Graham's district, the 28th Middlesex, includes the Riverside and Cambridgeport neighborhoods, Central Square, parts of MIT, Adams, Dunster, Leverett and Mather Houses, Peabody Terrace and the freshman Union dorms.
The candidate said she would be telling voters, "don't punch Thompson, stick Graham," on November 8th. Holding up a Cambridge computer-card ballot, she demonstrated how to put a sticker with her name and address in the appropriate place on the ballot's paper wrapper.
Graham also challenged Thompson to debate, noting that he had refused to do so in the past. Thompson did not answer an invitation to debate Graham before the primary.
Now, Graham said she plans to go out on the streets for support. "I'm out day and night knocking on doors, talking to Cambridge people. My defeat has brought my supporters everywhere back together," she said.
Campaign volunteers will hand out stickers door-to-door in the next few weeks, and will distribute them again outside the polls on election day, Graham said. Her campaign manager, Michael Albano, is the son of State Sen. Salvatore Albano (D-Somerville), who won a sticker campaign in 1984. His staff members have since advised other campaigns on write-in efforts.
Graham lost the nomination to Thompson by 49 votes in an election marked by turnouts under 20 percent in the district. The incumbent waged a low-key campaign, distributing leaflets once and canvassing the district with only a handful of supporters.
In a reference to negative publicity about drug charges against her two sons, Graham told the supporters, "I am also a mother and I will stick by my family just as any mother would."
Pamela Thomure, a supporter who managed Graham's first campaign in 1971, said Graham was "shocked" after losing the September 15th primary to Thompson, but was now in "very high gear."

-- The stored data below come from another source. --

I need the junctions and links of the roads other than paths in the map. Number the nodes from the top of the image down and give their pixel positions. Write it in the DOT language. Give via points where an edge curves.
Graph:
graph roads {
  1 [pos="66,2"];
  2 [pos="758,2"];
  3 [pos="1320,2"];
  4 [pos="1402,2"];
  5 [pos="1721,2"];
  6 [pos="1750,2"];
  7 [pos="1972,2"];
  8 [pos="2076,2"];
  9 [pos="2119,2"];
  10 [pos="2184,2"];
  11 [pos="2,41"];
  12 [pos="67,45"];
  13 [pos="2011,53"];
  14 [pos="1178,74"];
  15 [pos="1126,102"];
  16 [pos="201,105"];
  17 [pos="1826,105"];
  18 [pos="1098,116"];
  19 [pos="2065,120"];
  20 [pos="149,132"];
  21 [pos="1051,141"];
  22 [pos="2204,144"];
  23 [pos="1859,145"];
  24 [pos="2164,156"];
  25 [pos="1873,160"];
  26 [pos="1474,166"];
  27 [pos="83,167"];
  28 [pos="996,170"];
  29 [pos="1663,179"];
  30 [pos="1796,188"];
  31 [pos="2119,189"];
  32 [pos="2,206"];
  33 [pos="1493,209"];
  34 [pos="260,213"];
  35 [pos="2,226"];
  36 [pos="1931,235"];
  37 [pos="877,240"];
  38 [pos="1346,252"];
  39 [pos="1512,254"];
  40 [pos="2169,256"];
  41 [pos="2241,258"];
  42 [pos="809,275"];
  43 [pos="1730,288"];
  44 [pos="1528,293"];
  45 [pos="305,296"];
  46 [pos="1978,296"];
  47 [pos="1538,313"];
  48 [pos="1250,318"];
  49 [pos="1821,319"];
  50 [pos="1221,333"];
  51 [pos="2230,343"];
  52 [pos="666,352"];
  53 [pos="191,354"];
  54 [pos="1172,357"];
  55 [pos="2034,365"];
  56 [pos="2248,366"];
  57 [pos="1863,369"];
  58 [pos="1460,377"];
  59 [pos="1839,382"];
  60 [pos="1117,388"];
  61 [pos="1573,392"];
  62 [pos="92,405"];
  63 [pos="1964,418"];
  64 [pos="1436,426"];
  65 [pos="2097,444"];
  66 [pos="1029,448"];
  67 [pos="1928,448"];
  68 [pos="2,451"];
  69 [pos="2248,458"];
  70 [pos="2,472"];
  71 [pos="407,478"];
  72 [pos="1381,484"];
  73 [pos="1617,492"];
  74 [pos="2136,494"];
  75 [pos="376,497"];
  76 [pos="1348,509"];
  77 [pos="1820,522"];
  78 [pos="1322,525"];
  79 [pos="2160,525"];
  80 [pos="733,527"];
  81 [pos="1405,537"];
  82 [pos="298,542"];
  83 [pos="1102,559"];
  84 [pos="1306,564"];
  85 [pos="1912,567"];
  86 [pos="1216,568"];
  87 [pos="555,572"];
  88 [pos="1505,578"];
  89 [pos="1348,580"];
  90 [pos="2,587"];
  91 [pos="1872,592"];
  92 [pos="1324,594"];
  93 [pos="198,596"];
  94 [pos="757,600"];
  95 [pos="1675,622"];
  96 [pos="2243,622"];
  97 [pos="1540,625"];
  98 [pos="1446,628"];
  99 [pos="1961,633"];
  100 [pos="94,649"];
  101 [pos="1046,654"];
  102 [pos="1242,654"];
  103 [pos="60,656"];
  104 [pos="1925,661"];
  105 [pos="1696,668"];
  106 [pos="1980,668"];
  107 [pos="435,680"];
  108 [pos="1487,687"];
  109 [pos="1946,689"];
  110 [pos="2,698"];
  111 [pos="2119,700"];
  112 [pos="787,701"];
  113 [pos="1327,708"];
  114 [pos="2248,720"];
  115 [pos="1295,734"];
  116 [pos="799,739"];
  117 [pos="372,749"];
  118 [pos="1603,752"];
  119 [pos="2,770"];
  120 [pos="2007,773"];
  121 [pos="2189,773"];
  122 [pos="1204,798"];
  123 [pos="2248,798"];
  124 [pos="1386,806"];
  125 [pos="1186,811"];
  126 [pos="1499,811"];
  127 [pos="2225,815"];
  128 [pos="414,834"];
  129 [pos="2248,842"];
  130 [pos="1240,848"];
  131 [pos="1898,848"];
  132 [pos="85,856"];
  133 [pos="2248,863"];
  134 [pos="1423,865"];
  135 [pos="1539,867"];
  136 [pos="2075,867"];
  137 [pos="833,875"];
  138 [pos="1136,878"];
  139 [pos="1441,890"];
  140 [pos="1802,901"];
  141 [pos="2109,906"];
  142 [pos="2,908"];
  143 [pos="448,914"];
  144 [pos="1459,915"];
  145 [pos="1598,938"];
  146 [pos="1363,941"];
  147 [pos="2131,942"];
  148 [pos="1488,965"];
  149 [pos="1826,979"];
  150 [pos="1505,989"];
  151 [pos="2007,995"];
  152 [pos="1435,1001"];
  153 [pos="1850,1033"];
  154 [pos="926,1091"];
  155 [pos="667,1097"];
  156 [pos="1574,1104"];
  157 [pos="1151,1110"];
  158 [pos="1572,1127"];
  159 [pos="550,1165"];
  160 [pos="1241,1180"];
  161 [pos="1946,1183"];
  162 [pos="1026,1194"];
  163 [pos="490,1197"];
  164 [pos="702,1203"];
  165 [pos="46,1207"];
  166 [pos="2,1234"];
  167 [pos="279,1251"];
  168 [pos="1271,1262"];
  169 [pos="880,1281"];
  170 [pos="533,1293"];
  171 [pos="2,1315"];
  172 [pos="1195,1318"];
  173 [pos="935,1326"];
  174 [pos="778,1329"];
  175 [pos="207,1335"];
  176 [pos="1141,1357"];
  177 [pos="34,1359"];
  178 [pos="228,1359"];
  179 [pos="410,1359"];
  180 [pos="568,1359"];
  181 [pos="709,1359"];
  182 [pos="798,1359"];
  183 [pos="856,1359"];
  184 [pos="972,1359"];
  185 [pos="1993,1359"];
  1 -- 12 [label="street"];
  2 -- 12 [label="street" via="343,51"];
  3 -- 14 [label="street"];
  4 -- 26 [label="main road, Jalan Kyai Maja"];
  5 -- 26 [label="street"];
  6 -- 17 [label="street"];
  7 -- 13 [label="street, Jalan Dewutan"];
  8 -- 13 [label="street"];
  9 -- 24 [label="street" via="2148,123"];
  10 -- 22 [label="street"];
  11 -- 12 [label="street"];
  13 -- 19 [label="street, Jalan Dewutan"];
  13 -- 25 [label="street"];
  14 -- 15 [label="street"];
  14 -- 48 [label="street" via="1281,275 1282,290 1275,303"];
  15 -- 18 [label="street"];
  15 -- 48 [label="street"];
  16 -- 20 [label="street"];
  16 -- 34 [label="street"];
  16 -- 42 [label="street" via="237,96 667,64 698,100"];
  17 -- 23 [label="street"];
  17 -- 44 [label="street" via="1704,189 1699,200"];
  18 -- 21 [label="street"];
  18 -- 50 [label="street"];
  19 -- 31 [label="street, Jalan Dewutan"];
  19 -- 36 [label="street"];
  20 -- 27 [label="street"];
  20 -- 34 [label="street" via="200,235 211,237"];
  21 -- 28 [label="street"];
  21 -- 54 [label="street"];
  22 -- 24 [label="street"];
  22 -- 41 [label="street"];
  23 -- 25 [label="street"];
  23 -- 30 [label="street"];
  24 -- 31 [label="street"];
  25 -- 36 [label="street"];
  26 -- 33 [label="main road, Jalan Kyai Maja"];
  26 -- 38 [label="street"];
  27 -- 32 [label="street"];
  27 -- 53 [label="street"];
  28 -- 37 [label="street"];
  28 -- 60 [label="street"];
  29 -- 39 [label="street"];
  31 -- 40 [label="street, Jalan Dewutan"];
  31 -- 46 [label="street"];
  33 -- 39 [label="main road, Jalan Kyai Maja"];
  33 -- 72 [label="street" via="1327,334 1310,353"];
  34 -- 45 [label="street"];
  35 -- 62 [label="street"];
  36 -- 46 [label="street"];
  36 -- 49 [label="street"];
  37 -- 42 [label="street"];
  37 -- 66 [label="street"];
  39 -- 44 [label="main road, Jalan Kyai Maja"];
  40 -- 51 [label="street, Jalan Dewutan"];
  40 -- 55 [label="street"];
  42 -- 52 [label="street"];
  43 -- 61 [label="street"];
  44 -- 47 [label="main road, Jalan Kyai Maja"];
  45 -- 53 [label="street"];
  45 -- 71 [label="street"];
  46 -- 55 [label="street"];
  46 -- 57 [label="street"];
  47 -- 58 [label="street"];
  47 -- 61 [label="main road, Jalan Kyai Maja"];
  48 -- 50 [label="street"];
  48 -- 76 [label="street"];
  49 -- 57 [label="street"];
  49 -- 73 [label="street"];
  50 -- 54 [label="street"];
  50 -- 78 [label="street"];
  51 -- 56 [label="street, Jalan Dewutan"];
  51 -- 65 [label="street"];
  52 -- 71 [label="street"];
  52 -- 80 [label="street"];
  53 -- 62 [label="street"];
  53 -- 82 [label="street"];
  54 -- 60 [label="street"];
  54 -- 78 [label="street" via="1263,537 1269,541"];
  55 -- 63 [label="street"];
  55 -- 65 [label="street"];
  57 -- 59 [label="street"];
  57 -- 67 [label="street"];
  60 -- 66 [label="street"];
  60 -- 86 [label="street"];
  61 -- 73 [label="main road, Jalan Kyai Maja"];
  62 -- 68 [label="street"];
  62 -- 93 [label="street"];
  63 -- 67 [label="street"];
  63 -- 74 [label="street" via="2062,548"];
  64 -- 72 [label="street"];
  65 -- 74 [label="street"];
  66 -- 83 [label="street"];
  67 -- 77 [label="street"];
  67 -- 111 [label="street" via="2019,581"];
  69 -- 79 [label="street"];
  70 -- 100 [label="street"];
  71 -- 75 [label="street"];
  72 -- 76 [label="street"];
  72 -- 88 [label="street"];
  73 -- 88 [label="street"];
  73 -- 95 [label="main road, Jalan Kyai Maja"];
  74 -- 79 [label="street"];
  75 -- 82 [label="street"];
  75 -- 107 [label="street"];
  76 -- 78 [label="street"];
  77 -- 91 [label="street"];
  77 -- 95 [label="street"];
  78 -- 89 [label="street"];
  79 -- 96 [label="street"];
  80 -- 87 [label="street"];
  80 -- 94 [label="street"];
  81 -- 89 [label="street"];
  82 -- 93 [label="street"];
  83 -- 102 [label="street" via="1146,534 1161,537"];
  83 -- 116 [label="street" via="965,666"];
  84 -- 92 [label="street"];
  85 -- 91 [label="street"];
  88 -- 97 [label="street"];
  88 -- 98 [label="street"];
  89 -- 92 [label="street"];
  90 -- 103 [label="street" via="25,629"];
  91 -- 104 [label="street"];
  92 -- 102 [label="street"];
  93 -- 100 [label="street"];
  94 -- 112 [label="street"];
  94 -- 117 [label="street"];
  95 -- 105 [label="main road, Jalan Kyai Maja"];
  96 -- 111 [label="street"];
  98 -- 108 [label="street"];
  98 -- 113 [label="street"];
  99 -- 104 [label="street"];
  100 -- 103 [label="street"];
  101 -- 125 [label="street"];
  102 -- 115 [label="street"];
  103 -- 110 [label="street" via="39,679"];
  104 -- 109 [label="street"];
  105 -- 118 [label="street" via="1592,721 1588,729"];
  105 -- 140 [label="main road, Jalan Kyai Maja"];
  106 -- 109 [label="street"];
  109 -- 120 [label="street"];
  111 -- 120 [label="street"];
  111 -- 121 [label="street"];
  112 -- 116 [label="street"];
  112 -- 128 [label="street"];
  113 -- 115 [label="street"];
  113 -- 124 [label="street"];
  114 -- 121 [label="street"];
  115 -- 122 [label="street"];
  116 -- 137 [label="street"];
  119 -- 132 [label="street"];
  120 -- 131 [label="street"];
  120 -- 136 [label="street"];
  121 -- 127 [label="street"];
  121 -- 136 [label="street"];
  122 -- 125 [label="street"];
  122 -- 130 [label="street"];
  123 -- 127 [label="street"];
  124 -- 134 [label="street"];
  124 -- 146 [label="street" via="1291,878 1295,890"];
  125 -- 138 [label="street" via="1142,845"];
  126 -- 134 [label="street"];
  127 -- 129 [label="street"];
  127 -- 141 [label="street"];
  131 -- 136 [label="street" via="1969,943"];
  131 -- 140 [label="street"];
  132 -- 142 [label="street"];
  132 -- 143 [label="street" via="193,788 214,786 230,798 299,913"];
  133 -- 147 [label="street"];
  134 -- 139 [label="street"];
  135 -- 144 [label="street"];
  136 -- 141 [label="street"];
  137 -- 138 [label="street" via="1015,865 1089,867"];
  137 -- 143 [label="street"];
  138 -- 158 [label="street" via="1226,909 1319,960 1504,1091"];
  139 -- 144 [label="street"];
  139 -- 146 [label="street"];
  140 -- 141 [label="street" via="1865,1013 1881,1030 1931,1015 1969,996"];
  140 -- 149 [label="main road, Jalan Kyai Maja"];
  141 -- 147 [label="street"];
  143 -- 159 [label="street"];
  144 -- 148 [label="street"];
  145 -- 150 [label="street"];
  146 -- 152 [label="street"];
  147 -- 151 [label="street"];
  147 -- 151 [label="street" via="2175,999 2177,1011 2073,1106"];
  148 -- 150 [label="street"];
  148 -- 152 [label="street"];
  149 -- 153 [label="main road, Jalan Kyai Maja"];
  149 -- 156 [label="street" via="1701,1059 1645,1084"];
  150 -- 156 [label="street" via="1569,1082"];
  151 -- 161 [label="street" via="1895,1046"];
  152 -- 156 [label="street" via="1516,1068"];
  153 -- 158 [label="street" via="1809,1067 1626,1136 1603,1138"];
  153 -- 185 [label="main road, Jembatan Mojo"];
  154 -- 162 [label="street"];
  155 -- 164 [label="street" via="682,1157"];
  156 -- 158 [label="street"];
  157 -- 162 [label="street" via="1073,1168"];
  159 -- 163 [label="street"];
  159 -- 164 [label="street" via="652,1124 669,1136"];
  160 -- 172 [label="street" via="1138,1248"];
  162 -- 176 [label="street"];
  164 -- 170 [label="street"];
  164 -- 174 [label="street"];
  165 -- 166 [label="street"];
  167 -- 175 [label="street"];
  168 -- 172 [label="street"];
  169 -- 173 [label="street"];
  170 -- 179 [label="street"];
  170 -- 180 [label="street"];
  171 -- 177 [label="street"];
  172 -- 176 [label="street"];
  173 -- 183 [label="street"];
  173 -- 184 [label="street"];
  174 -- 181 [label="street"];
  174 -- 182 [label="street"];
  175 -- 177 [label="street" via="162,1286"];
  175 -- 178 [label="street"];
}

Following Graham's announcement, Thompson told reporters he had already "been through the democratic process and... been nominated." Asked about Graham's challenge to a debate he said, "We went door-to-door. That's where the debate is."
Thompson challenged Graham for her City Council seat twice before during the past decade. Graham blames his victory on help from the real estate industry, which opposes her stands on rent control and her child care linkage bill.
But others have noted that the incumbent campaigned very little and did not challenge bad publicity about her family. She also alienated some of her liberal supporters by voting to let MIT build a 27-acre development in return for guarantees of low-income housing.
She apparently backed the zoning package that let construction begin in return for a provision requiring MIT's contractor, Forest City Development, to build 400 new apartments, 150 of them subsidized.
Lester P. Lee, Jr., a former City Council candidate now advising Thompson on his campaign, said Thompson would accept a challenge from a Republican candidate, but since Thompson had won the Democratic Primary there was no reason to debate Graham. No Republicans ran for the seat in the primary, and none have emerged in the past two weeks.
Lee, the president of the Cambridge Community Center, campaigned as an alternative to Graham in last November's Council campaign.
Thompson said it "was not a fluke" that he won, but was due to "hard work." Lee added, "I would assume that a low turnout would favor an incumbent." Thompson said the main issue of the campaign was "accessibility and accountability. We've been here every day."